LDN: Coach Kaye, I'm Jeff Mayfield and I represent the other newspaper in Lincoln and I want to interview you.

NK: The other paper. I heard that you guys were even a daily. Is that true?

LDN: Yes, we are.

LDN: First, of all congratulations on the induction of your team. That is quite an honor.

NK: Thank you.

LDN: As you reflect back on that 1961-62 team, did you see it coming? Did you know that the team would be that good?

NK: Yes. They were all returnees, and during the middle of that season I picked up Bobby Miller from Atlanta, who was like the glue - I used to call him. Before the season we were fortunate to pick up Tommy Zurkammer, who is now a Lincoln College provost, from Lincoln High School. That gave us a team with a very flexible six men. I knew that team was gonna be good.

And I'll share this story with you. We were down in Flat River, Mo., playing Southern Illinois' freshmen team, because in those days freshmen were not eligible for the varsity. That was for the championship of the junior college tournament, and we beat them even though they had Walt Frazier on that team. After the game I was being interviewed by the press, and a friend who had helped me drive the team down there said that the players want to know when you are gonna come into the locker room to congratulate them, because they were all excited that we were playing that well in February. I said, "Tell them I'll be in in May!" I wasn't gonna pre-empt the future. That is a true story that I have really never told outside of a couple friends. It supports your question as to whether I saw it coming.

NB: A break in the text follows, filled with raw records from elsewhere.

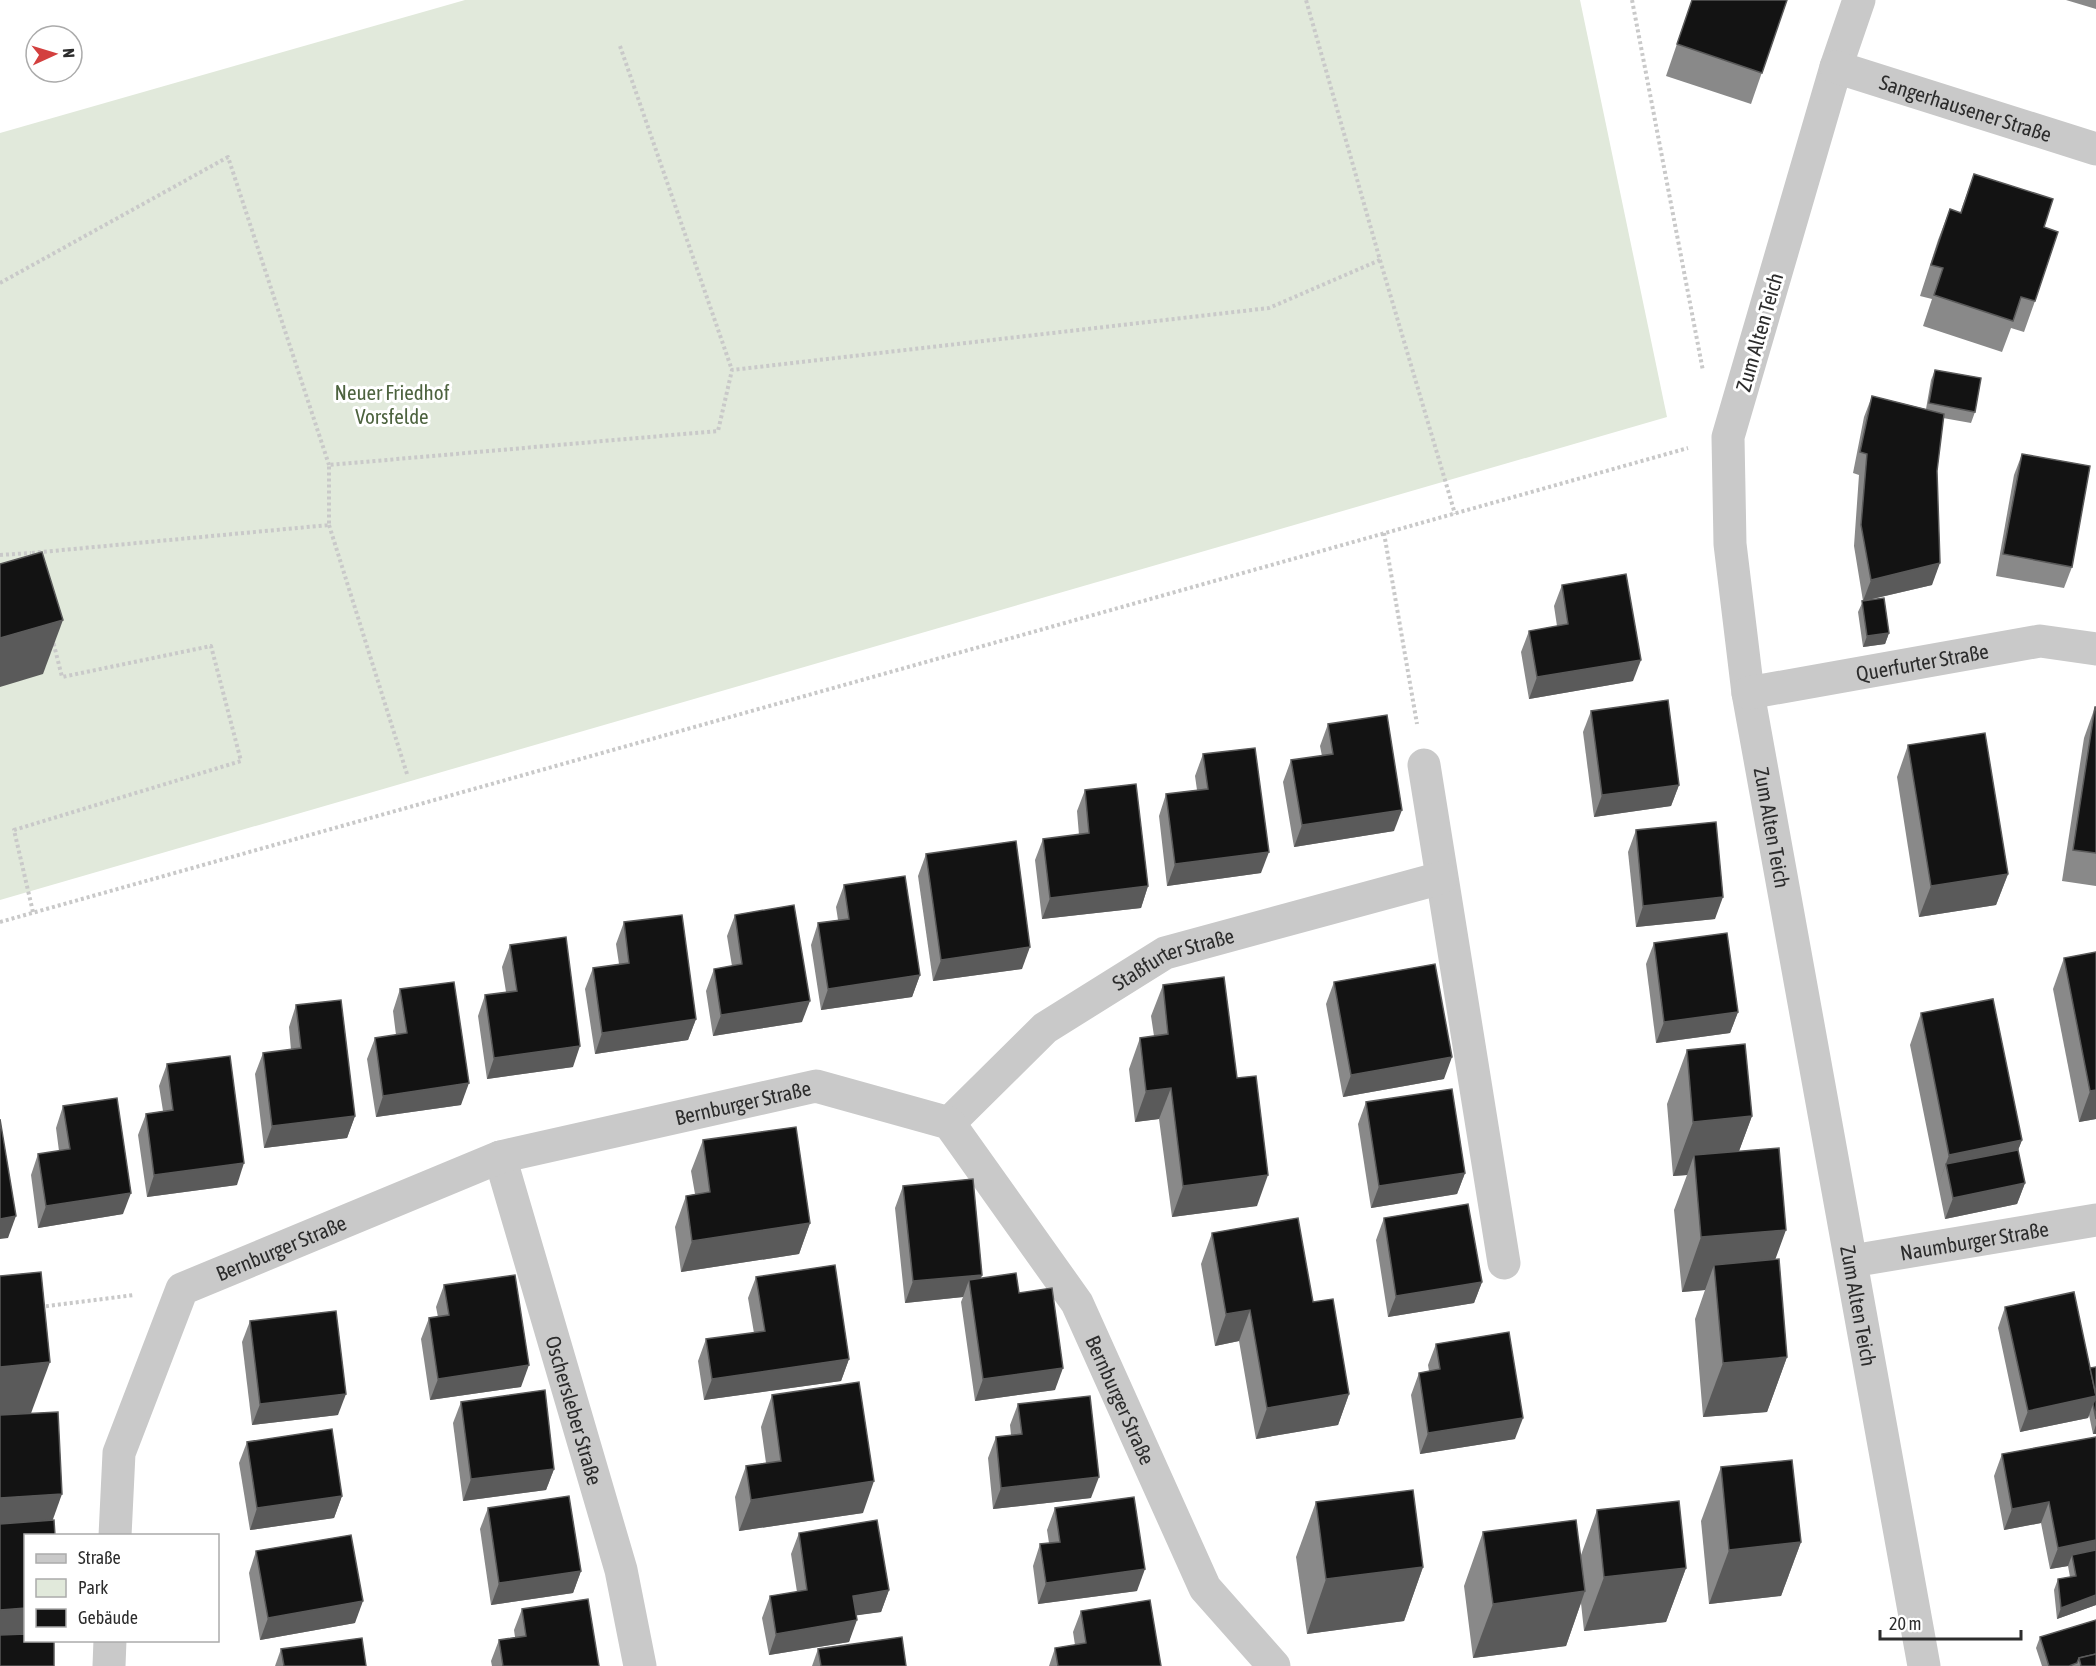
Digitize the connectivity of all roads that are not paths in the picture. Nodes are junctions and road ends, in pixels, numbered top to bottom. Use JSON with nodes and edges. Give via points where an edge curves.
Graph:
{"nodes":[{"id":1,"x":1859,"y":0,"type":"edge"},
{"id":2,"x":1836,"y":67,"type":"junction"},
{"id":3,"x":2096,"y":149,"type":"edge"},
{"id":4,"x":2096,"y":649,"type":"edge"},
{"id":5,"x":1748,"y":693,"type":"junction"},
{"id":6,"x":1424,"y":765,"type":"road end"},
{"id":7,"x":1441,"y":878,"type":"junction"},
{"id":8,"x":950,"y":1123,"type":"junction"},
{"id":9,"x":500,"y":1157,"type":"junction"},
{"id":10,"x":2096,"y":1220,"type":"edge"},
{"id":11,"x":1852,"y":1261,"type":"junction"},
{"id":12,"x":1504,"y":1263,"type":"dead end"},
{"id":13,"x":115,"y":1534,"type":"edge"},
{"id":14,"x":110,"y":1642,"type":"edge"},
{"id":15,"x":109,"y":1666,"type":"edge"},
{"id":16,"x":640,"y":1666,"type":"edge"},
{"id":17,"x":1274,"y":1666,"type":"edge"},
{"id":18,"x":1924,"y":1666,"type":"edge"}],
"edges":[{"from":1,"to":2,"type":"street","name":"Zum Alten Teich"},
{"from":2,"to":3,"type":"street","name":"Sangerhausener Straße"},
{"from":2,"to":5,"type":"street","name":"Zum Alten Teich","via":[[1728,437],[1730,544]]},
{"from":4,"to":5,"type":"street","name":"Querfurter Straße","via":[[2040,641]]},
{"from":5,"to":11,"type":"street","name":"Zum Alten Teich"},
{"from":6,"to":7,"type":"street"},
{"from":7,"to":8,"type":"street","name":"Staßfurter Straße","via":[[1165,953],[1045,1028]]},
{"from":7,"to":12,"type":"street"},
{"from":8,"to":9,"type":"street","name":"Bernburger Straße","via":[[816,1086]]},
{"from":8,"to":17,"type":"street","name":"Bernburger Straße","via":[[1077,1303],[1205,1588]]},
{"from":9,"to":13,"type":"street","name":"Bernburger Straße","via":[[182,1289],[119,1453]]},
{"from":9,"to":16,"type":"street","name":"Oschersleber Straße","via":[[621,1570]]},
{"from":10,"to":11,"type":"street","name":"Naumburger Straße"},
{"from":11,"to":18,"type":"street","name":"Zum Alten Teich"},
{"from":14,"to":15,"type":"street"}]}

LDN: Tell us more about the season and the playoff run.

NK: Of course, you have to have wonderful breaks along the way in a successful tournament run.

At the sub-regional against Canton in Pekin a week before the regional, we were down 18 at half, and Bobby Miller hit six free throws in a row to win that game.

We then went up to Joliet and played LaSalle-Peru, which had about 3,500 students, and we beat them anyway.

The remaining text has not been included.